Goat Collars

We mentioned the new goat collars in the post about our goat photoshoot, but we didn’t explain why the collars all look different, and why that’s important.

When we were talking about getting collars for our goats, we realized that we could use them as a tool. We figured out a system, and now, just by looking at a goat, I can tell you who the parents of that particular goat are. The color of the collar tells us who the dam is, and the color of the words tell us who the sire is.

We began by taking the older goats and assigning them a color.  We chose pink for Zuzu – the matriarch of one of our goat families.  And made her letters brown because we like how that looks. LOL

behind the scenes goat photoshoot_blog_1

But other than the senior does, everybody’s collar color is based on their heritage.

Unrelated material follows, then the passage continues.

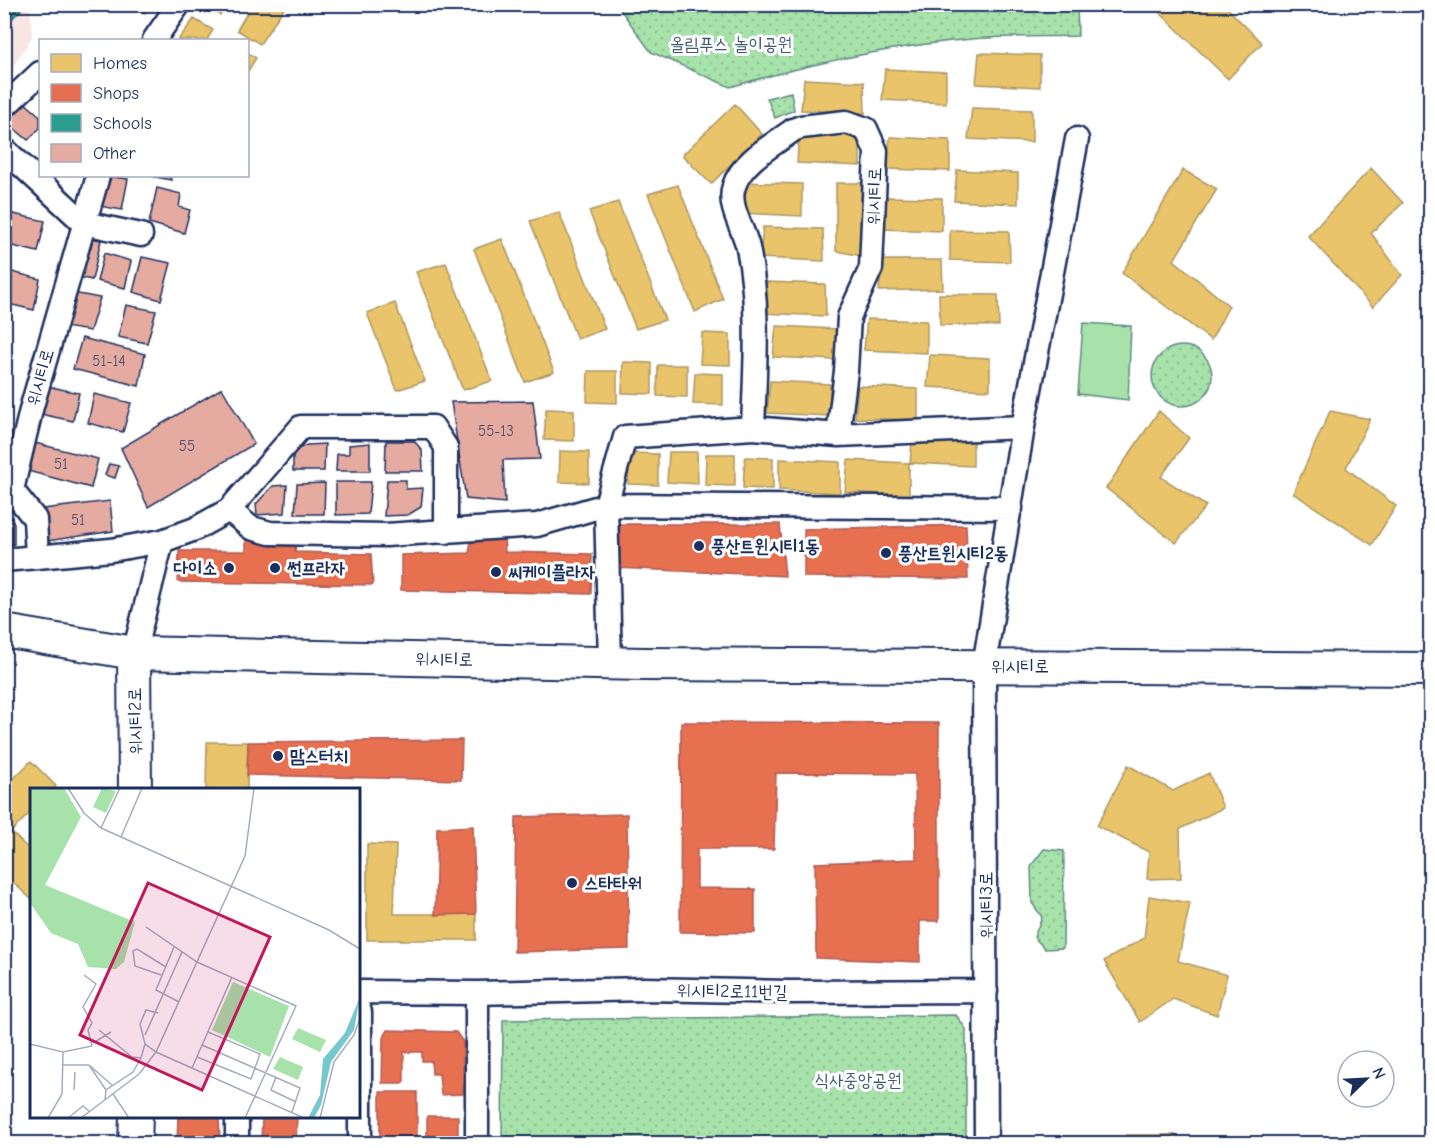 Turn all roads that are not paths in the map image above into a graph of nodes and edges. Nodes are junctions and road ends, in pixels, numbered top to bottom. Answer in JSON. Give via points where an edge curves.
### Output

For example, Tapioca’s collar is light blue, with green letters. The light blue tells me that she’s out of the Payton line (since Payton’s color is light blue) and the green tells me that her sire is Panini. (If you really want to get detailed, her Dam is Thalia, Payton’s daughter, and I know that because her name starts with a T.)  Tapioca is chewing on her twin’s collar, which is the same color as hers. The only difference is that her twin’s collar says “Tempest” instead of “Tapioca”!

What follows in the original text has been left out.